Kami akan mengambil spot-spot di mana bisa diberlakukan rekayasa lalu lintas.
Kami menyiapkan mobil derek, ranperda penyelenggaraan LLAJ juga menjadi
komitmen kami ke depan dalam rangka law enforcement untuk tatanan
transportasi Kota Malang yang lebih terarah,” tambahnya.
Dinas Perhubungan Kota Malang
merencanakan program by service transport (BST) atau by
the service (BTS) sebagai program ke selanjutnya, yang akan dibahas pada forum dan pengamat transportasi. “Mengubah kebiasaan menggunakan kendaraan
pribadi menjadi naik kendaraan umum menjadi tantangan sendiri. Ini juga akan
kami diskusikan bersama sehingga pemanfaatan BTS nantinya dapat optimal,” tutup
Oong.
Guru Besar Fakultas Teknik
Bidang Teknik Jalan Raya Universitas Brawijaya Prof. Ir. Ludfi Djakfar, MSCE.,
Ph.D mengatakan bahwa semakin berkembangnya aktivitas ekonomi merupakan salah
satu penyebab kemacetan di Kota Malang. Hal ini kurang didukung oleh kecepatan
pembangunan infrastruktur untuk mewadahi kegiatan masyarakat.
“Kemudian terkait law
enforcement, banyak sekali di Malang adanya ketidakpatuhan di masyarakat,
seperti parkir di pinggir jalan yang menjadi hambatan samping sehingga
menyebabkan berkurangnya ruas jalan. Selanjutnya aktivitas-aktivitas yang
menyalahi aturan, misalnya aktivitas toko bangunan yang menurunkan material di
tepi jalan,” imbuhnya.
Ludfi pun memediasi beberapa
solusi. Pertama, meningkatkan kesadaran masyarakat bahwa kemacetan lalu
lintas adalah masalah umum dan menjanjikan pemerintah kota Malang untuk menerapkan peraturan. Kedua, perlu dipikirkan kembali kebijakan yang mengatur waktu masuk dan pulang sekolah dan tempat kerja. Ketiga, manajemen perjalanan seperti kebijakan genap dan ganjil. Namun, kajian
lebih lanjut diperlukan tentang dampaknya terhadap masyarakat. Rencana by
the service juga perlu diwujudkan.
“Infrastruktur kita butuh, namun
jika hanya bertumpu pada infrastruktur khawatir saya akan terlalu mahal. Ada
konsep yang menyeluruh (untuk menyiasati kemacetan),” ucapnya.

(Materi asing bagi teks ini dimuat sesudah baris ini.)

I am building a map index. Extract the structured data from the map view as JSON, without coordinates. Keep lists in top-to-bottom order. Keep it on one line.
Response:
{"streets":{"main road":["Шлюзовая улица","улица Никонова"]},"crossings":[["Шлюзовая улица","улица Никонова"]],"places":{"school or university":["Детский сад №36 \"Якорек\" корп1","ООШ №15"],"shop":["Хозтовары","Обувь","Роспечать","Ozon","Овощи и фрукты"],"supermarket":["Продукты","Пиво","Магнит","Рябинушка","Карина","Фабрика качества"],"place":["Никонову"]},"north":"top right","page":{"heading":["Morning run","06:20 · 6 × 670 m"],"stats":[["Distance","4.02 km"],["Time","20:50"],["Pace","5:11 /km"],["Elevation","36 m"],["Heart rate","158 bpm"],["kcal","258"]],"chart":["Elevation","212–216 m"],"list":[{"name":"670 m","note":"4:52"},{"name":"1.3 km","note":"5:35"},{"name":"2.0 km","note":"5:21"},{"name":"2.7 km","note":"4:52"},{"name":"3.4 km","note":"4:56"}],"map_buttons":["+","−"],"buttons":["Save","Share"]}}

Menanggapi hal ini, anggota
Komisi C DPRD Kota Malang Ahmad Fuad Rahman, SE., MM mengungkapkan, saat ini Pemerintah harus mampu
menyediakan layanan jaringan transportasi yang kuat. Fuad juga menekankan Pemkot Malang untuk senantiasa
bekerja sama dengan akademisi, Polresta Malang Kota, dan Forum Lalu Lintas untuk menyelesaikan masalah kemacetan.
“Pemerintah harus tegas dan
serius untuk mengendalikan kemacetan di Kota Malang. Kami ingin Kota Malang
memiliki prestasi di bidang transportasi, berapapun anggarannya dan apapun
kebijakannya jika itu bisa mengurai kemacetan di Kota Malang akan kami dukung
100 persen,” imbuhnya.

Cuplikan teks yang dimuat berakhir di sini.